Weighted and Unweighted Index Numbers
Unweighted indexes treat all commodities as equal, while weighted indexes assign importance to items based on their economic significance or quantity consumed. Understanding the difference between Simple Aggregative and Weighted Aggregative methods is the foundation of this chapter.
- Simple Aggregative Method: P = (ΣP1 / ΣP0) * 100
- Simple Average of Price Relatives: P = Σ(P1/P0 * 100) / n
- Weighted Index uses quantity (q) as weights
- Unweighted index lacks precision for complex economic analysis
Laspeyres, Paasche, and Fisher Index
These are the core formulas for calculating weighted price indices using different base periods. The Fisher Index is theoretically the most important as it is considered the 'ideal' index due to its ability to satisfy time reversal and factor reversal tests.
- Laspeyres Index (Base year weight): L = (ΣP1Q0 / ΣP0Q0) * 100
- Paasche Index (Current year weight): P = (ΣP1Q1 / ΣP0Q1) * 100
- Fisher's Ideal Index: F = √(L * P)
- Fisher is the geometric mean of Laspeyres and Paasche
CPI and WPI
The Consumer Price Index (CPI) and Wholesale Price Index (WPI) are the primary indicators of inflation in India. Aspirants must distinguish between the retail perspective of CPI and the bulk-transaction perspective of WPI.

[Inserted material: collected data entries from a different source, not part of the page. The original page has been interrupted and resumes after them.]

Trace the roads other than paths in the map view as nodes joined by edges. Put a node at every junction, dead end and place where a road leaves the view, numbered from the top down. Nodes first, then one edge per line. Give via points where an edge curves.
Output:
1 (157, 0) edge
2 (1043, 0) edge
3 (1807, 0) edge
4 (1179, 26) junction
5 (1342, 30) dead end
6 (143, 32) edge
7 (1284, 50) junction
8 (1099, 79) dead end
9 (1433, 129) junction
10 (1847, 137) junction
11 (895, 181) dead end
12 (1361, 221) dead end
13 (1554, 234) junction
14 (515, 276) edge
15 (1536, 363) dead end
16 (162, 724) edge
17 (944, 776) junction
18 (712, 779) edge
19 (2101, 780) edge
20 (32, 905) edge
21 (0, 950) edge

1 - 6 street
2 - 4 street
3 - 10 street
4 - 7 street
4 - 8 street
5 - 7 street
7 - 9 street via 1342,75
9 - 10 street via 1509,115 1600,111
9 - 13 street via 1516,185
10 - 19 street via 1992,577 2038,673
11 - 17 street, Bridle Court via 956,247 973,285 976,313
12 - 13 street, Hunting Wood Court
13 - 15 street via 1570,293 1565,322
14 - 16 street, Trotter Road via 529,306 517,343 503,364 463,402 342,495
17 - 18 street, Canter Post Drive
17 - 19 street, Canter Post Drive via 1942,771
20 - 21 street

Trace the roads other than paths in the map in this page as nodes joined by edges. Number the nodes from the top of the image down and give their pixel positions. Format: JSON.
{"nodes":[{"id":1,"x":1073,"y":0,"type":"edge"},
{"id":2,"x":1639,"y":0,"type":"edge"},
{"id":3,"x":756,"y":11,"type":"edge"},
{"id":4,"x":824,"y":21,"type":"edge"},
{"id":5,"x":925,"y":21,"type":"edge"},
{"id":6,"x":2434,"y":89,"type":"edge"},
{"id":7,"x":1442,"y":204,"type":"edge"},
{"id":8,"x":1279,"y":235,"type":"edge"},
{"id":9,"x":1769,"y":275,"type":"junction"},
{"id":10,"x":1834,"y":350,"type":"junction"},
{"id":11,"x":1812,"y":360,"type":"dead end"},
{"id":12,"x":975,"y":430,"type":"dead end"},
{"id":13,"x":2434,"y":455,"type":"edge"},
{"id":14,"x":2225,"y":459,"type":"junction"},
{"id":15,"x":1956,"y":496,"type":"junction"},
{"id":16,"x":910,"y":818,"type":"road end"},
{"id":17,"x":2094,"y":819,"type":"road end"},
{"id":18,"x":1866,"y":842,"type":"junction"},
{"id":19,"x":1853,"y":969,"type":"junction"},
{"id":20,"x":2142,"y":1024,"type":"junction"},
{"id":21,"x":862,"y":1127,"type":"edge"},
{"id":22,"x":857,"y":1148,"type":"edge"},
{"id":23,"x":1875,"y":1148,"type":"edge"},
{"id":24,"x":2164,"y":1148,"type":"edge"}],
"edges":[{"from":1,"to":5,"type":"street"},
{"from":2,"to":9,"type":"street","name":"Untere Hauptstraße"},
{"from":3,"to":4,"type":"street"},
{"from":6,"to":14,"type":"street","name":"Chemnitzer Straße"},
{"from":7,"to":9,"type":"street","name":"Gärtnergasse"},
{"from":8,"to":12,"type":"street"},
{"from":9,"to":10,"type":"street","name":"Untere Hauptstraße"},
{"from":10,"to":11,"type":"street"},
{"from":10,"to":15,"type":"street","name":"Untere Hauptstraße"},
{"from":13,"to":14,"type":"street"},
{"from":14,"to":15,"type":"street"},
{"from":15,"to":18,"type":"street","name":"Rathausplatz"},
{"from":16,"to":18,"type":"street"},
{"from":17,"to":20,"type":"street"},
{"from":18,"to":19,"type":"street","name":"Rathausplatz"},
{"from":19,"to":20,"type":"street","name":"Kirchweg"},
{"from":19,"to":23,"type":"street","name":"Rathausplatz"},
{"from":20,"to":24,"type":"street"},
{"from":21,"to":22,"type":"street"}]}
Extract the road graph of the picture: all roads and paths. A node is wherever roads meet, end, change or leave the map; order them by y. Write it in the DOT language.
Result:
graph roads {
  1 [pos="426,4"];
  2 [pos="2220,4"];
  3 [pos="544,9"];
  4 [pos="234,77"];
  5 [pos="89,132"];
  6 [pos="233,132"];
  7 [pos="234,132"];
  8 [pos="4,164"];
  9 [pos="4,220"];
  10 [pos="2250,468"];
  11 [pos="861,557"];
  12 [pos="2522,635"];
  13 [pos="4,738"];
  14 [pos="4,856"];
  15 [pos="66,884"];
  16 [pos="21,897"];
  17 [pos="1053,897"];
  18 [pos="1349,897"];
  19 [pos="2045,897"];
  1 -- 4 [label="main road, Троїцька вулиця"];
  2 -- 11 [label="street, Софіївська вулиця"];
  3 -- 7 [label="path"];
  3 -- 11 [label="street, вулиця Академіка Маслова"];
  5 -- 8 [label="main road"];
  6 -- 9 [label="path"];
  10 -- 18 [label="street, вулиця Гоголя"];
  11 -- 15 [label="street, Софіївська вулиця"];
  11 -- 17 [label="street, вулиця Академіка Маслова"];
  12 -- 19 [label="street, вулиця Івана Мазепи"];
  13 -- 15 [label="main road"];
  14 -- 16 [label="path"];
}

- CPI measures retail price changes for consumers
- WPI measures inflation at the wholesale or factory-gate level
- CPI is often used for wage indexing and dearness allowance
- WPI focuses primarily on manufactured goods and raw materials
Formula Sheet
Simple Aggregative: P = (ΣP1 / ΣP0) * 100
Laspeyres: L = (ΣP1Q0 / ΣP0Q0) * 100
Paasche: P = (ΣP1Q1 / ΣP0Q1) * 100
Fisher Ideal: F = √((ΣP1Q0 / ΣP0Q0) * (ΣP1Q1 / ΣP0Q1)) * 100
Exam Tip
Always verify if the question asks for Laspeyres or Paasche before starting your table; using the wrong weight column is the most common reason for calculation errors.
Common Mistakes
- Confusing base year quantities (Q0) in Laspeyres with current year quantities (Q1) in Paasche.
- Forgetting to multiply the final ratio by 100, resulting in decimal points instead of index percentages.
- Mistaking the Arithmetic Mean for the Geometric Mean in Fisher's Ideal Index calculation.